Mississippi’s resistance to early voting — and the backtracking of other Republican-led states that previously were receptive to it — makes sense only if you consider it from a politically cynical perspective.
There’s a perception within the GOP — reinforced by Donald Trump’s loss last year in the presidential election — that early voting is more beneficial to Democrats than it is to Republicans, and thus the less of it the better.
This early-voting tilt, though, toward Democratic candidates, if it exists at all, is only a recent phenomenon and can be partly blamed on Trump himself. While Democrats last year were encouraging their supporters to cast ballots early, whether by mail or in-person, and to take advantage of pandemic-related expansions of those options, Trump was discouraging his voters from doing the same. He wanted to create the narrative that the election was being stolen from him. The way he decided to try to build his case was to show a massive advantage in early voting for Joe Biden.
However, according to some election observers, this association between early voting and voter fraud has got it backward. Early voting doesn’t encourage fraud; it helps prevent it.
That’s what David Becker, executive director of the Center for Election Innovation & Research, recently told Mississippi Today. Becker, it should be noted, is not some partisan shill. He previously served under both Democratic and Republican administrations as a senior attorney in the U.S. Justice Department.
“The most secure states are those that allow for voting to be spread out over a series of days and series of methods,” Becker said. That’s because, if there are problems, it’s easier to catch and correct them if the volume of voting is spread out, rather than in one large rush at the end.
Unfortunately, Mississippi is one of just seven states that still does not allow no-excuse early voting in any form. In this state, only the disabled, those who will be away from home on Election Day and those who are 65 and older are allowed to vote early. Mississippi relaxed those rules just slightly to accommodate COVID-19 last fall.

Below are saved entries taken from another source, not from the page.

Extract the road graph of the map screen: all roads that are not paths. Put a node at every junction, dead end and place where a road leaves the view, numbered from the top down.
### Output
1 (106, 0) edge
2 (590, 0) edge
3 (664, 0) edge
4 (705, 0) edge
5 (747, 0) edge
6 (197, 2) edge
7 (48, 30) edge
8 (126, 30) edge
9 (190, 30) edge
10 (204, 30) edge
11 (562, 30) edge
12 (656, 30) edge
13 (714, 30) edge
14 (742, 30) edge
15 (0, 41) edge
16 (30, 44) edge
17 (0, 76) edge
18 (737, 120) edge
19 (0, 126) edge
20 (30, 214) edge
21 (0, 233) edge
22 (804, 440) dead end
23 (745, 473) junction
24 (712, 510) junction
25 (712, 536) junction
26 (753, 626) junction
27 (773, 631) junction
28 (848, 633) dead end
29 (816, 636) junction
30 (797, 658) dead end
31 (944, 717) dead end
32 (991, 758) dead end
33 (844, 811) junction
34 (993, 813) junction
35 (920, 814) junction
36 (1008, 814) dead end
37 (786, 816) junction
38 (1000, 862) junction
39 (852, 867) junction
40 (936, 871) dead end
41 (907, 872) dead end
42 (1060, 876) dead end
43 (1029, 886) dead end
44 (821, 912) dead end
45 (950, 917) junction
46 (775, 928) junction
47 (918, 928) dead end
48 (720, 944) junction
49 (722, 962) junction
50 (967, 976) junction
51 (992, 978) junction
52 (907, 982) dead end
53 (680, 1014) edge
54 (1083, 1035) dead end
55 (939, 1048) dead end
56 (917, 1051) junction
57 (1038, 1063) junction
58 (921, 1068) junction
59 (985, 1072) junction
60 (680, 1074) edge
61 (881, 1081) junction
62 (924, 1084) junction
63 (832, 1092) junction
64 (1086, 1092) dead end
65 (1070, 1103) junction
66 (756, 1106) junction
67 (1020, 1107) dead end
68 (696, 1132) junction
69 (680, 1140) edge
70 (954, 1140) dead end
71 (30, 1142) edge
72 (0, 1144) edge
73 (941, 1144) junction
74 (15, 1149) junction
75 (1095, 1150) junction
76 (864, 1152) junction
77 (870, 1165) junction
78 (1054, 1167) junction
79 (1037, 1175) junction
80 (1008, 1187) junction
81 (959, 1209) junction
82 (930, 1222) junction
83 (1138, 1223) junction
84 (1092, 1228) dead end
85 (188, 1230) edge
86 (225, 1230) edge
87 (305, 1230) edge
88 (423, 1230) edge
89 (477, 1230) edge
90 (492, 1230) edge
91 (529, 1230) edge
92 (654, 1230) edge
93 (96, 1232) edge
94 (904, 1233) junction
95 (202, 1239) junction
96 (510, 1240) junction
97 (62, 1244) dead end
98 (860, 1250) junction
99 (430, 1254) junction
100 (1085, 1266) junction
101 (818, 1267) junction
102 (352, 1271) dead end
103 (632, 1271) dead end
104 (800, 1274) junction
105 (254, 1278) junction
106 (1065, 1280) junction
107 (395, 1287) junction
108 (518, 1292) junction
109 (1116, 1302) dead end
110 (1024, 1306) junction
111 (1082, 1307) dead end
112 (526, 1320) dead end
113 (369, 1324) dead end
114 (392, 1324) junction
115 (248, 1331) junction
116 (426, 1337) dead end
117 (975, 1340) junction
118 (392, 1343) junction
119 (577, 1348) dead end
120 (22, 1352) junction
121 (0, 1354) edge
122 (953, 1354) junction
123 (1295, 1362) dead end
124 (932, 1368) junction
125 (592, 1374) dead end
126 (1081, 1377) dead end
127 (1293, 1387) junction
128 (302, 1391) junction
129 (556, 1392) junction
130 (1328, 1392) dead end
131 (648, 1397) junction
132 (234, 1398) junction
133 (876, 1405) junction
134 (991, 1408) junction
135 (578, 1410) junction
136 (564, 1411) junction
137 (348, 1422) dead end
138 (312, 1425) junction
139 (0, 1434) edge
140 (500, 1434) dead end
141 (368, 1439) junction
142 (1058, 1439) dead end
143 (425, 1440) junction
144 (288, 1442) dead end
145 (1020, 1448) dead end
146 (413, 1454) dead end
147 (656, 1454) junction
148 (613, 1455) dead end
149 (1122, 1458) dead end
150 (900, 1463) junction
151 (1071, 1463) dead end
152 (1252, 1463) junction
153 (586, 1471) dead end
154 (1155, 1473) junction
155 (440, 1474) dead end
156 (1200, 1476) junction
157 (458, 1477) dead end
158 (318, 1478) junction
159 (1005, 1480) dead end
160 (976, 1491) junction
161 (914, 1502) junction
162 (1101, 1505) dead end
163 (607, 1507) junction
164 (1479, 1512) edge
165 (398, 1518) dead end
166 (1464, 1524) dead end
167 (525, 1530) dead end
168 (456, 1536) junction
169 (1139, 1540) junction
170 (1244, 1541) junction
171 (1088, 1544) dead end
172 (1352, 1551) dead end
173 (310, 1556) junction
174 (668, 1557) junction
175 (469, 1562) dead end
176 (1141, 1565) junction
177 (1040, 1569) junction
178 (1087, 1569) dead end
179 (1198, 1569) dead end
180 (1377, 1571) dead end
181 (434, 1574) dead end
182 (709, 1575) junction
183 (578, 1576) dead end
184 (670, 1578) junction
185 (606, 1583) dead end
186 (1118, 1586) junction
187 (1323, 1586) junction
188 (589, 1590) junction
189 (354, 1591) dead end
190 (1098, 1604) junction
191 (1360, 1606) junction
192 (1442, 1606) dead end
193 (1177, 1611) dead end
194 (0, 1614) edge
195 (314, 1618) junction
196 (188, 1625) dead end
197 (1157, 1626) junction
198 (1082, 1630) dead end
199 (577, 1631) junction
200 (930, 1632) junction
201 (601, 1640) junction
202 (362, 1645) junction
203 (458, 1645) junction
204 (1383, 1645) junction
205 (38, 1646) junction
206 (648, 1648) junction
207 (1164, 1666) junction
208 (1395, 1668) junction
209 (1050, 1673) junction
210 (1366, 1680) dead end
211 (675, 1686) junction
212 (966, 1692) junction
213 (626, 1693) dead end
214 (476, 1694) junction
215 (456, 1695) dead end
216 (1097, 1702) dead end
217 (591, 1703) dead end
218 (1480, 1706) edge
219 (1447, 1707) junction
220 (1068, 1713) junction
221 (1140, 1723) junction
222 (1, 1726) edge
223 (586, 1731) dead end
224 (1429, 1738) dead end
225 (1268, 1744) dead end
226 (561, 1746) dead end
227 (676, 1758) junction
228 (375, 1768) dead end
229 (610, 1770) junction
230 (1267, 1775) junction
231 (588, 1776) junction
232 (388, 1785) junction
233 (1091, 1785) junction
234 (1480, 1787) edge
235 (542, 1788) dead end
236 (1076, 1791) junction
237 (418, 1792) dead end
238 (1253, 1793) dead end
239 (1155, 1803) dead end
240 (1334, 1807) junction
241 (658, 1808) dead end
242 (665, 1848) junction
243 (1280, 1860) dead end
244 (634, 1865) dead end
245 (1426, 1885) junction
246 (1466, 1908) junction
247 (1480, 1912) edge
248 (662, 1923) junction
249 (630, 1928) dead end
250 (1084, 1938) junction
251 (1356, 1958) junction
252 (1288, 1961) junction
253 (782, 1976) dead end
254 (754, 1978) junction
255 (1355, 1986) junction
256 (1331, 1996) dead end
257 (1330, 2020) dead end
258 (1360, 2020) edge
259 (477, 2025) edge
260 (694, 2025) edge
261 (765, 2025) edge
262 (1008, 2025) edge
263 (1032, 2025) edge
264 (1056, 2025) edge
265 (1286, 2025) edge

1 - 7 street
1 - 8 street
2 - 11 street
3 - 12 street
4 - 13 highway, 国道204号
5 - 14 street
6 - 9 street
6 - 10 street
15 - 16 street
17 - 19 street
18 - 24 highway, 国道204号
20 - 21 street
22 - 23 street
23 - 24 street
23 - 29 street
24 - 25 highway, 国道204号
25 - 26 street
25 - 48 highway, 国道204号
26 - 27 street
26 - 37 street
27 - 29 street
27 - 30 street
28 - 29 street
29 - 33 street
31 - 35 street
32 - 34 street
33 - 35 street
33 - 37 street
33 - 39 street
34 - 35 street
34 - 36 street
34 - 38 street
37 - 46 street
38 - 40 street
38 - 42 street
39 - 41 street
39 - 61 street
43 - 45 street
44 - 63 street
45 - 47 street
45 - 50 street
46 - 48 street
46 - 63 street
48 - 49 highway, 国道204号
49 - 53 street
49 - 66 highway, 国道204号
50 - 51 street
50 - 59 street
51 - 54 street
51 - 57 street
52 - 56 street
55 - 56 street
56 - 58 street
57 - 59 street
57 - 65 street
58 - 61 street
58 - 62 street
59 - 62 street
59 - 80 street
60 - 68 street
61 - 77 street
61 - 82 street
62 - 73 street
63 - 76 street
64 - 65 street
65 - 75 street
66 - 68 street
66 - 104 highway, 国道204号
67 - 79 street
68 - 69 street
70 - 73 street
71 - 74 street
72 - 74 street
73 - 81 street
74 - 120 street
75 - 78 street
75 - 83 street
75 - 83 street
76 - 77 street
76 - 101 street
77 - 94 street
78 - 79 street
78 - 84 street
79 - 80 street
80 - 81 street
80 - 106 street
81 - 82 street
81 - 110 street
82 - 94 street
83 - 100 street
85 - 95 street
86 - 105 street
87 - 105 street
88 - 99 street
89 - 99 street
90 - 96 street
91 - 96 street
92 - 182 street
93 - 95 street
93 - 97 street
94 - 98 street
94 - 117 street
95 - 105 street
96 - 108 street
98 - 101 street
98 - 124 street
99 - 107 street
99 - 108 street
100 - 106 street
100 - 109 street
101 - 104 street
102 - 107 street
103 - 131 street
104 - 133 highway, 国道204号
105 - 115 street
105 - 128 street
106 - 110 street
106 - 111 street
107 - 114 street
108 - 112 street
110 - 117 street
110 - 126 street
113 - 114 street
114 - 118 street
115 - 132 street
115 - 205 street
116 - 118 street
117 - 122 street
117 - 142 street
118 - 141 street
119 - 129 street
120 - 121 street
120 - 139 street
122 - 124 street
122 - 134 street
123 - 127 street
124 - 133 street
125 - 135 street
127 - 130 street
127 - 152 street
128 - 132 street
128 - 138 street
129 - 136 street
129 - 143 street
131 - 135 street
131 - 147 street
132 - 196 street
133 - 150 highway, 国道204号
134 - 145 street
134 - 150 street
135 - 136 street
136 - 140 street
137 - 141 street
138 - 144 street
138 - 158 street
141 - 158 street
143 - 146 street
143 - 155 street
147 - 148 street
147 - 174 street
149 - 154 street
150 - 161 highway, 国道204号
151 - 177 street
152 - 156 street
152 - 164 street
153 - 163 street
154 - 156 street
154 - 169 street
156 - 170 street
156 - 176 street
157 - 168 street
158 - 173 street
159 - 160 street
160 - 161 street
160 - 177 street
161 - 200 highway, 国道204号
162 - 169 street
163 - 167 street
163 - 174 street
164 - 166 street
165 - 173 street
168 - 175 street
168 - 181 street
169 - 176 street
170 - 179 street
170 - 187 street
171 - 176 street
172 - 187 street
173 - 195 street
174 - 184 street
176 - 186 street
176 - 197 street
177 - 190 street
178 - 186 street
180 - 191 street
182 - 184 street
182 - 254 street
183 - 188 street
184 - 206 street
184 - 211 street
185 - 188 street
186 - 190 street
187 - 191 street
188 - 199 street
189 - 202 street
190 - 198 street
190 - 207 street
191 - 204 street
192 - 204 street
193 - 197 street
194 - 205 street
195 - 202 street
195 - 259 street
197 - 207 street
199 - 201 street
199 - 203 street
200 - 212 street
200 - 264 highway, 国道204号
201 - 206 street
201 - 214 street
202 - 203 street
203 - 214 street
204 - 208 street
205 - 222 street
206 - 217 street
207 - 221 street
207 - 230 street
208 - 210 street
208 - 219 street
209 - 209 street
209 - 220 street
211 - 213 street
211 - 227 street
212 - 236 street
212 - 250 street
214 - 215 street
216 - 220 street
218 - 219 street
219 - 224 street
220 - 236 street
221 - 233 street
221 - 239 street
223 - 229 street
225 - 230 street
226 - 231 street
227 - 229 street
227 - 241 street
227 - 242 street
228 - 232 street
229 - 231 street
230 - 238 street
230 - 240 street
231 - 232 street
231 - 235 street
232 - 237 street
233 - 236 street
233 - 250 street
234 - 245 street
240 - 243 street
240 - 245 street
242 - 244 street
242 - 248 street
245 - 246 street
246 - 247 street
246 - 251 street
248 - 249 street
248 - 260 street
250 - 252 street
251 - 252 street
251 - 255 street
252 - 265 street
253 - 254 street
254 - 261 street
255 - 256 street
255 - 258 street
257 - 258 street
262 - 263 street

At a minimum, Mississippi should allow anyone to vote early in-person, even if only at a circuit clerk’s office. Most people want the convenience, and the risk of fraud would be as minimal as it is with voting in person at a precinct on Election Day.
Nor is there any legitimate reason to assume in-person early voting would benefit one party more than another. It would benefit any party that encourages it, and both would have to if it became law.